:: ABOUT THIS TASK ::
Print every entry word for word, but omit the pictures.

:: Collected data entries ::
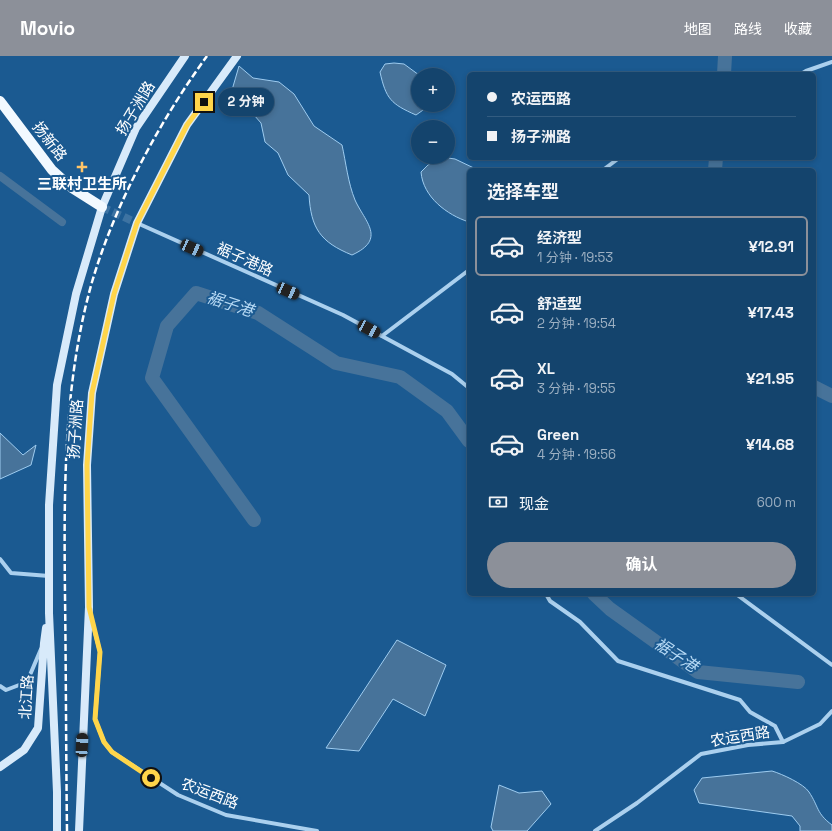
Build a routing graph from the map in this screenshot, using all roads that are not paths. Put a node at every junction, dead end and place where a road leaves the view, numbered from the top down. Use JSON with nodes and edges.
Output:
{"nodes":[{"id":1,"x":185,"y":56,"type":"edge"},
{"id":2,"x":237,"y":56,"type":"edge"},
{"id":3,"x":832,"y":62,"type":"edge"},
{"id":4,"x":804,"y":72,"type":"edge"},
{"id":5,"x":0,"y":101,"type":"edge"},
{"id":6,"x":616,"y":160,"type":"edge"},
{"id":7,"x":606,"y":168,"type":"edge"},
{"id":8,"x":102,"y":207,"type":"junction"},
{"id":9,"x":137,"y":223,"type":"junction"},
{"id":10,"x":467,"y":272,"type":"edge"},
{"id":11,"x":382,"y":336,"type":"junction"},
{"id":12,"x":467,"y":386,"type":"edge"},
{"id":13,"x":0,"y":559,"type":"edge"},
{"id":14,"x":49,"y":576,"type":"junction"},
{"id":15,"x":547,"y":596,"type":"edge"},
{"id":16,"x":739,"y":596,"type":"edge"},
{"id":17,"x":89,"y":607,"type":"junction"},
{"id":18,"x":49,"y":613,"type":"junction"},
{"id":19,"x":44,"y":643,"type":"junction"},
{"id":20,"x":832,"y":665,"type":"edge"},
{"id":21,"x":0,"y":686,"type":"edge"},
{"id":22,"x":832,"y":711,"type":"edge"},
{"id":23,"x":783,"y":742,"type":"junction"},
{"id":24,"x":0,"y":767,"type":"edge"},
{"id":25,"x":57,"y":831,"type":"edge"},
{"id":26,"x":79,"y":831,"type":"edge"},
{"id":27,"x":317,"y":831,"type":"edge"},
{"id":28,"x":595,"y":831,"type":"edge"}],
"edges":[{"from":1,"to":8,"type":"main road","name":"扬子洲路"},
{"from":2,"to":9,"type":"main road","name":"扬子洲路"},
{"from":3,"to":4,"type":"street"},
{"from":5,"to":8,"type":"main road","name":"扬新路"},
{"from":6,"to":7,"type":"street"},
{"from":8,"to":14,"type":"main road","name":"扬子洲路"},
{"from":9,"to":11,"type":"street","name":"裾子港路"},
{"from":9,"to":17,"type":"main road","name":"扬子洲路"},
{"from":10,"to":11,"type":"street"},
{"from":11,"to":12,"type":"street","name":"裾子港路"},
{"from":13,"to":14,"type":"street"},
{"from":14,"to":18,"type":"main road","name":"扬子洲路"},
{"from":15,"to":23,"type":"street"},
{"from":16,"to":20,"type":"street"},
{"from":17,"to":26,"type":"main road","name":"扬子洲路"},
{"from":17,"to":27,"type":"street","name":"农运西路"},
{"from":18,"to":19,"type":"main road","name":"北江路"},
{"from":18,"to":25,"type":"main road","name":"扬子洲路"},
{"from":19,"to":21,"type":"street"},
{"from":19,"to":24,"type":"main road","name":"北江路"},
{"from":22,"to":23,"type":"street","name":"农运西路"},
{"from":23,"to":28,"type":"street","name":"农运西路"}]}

:: SOLUTION TO THIS TASK ::
Build a routing graph from the map in this screenshot, using all roads that are not paths. Put a node at every junction, dead end and place where a road leaves the view, numbered from the top down. Use JSON with nodes and edges.
Output:
{"nodes":[{"id":1,"x":185,"y":56,"type":"edge"},
{"id":2,"x":237,"y":56,"type":"edge"},
{"id":3,"x":832,"y":62,"type":"edge"},
{"id":4,"x":804,"y":72,"type":"edge"},
{"id":5,"x":0,"y":101,"type":"edge"},
{"id":6,"x":616,"y":160,"type":"edge"},
{"id":7,"x":606,"y":168,"type":"edge"},
{"id":8,"x":102,"y":207,"type":"junction"},
{"id":9,"x":137,"y":223,"type":"junction"},
{"id":10,"x":467,"y":272,"type":"edge"},
{"id":11,"x":382,"y":336,"type":"junction"},
{"id":12,"x":467,"y":386,"type":"edge"},
{"id":13,"x":0,"y":559,"type":"edge"},
{"id":14,"x":49,"y":576,"type":"junction"},
{"id":15,"x":547,"y":596,"type":"edge"},
{"id":16,"x":739,"y":596,"type":"edge"},
{"id":17,"x":89,"y":607,"type":"junction"},
{"id":18,"x":49,"y":613,"type":"junction"},
{"id":19,"x":44,"y":643,"type":"junction"},
{"id":20,"x":832,"y":665,"type":"edge"},
{"id":21,"x":0,"y":686,"type":"edge"},
{"id":22,"x":832,"y":711,"type":"edge"},
{"id":23,"x":783,"y":742,"type":"junction"},
{"id":24,"x":0,"y":767,"type":"edge"},
{"id":25,"x":57,"y":831,"type":"edge"},
{"id":26,"x":79,"y":831,"type":"edge"},
{"id":27,"x":317,"y":831,"type":"edge"},
{"id":28,"x":595,"y":831,"type":"edge"}],
"edges":[{"from":1,"to":8,"type":"main road","name":"扬子洲路"},
{"from":2,"to":9,"type":"main road","name":"扬子洲路"},
{"from":3,"to":4,"type":"street"},
{"from":5,"to":8,"type":"main road","name":"扬新路"},
{"from":6,"to":7,"type":"street"},
{"from":8,"to":14,"type":"main road","name":"扬子洲路"},
{"from":9,"to":11,"type":"street","name":"裾子港路"},
{"from":9,"to":17,"type":"main road","name":"扬子洲路"},
{"from":10,"to":11,"type":"street"},
{"from":11,"to":12,"type":"street","name":"裾子港路"},
{"from":13,"to":14,"type":"street"},
{"from":14,"to":18,"type":"main road","name":"扬子洲路"},
{"from":15,"to":23,"type":"street"},
{"from":16,"to":20,"type":"street"},
{"from":17,"to":26,"type":"main road","name":"扬子洲路"},
{"from":17,"to":27,"type":"street","name":"农运西路"},
{"from":18,"to":19,"type":"main road","name":"北江路"},
{"from":18,"to":25,"type":"main road","name":"扬子洲路"},
{"from":19,"to":21,"type":"street"},
{"from":19,"to":24,"type":"main road","name":"北江路"},
{"from":22,"to":23,"type":"street","name":"农运西路"},
{"from":23,"to":28,"type":"street","name":"农运西路"}]}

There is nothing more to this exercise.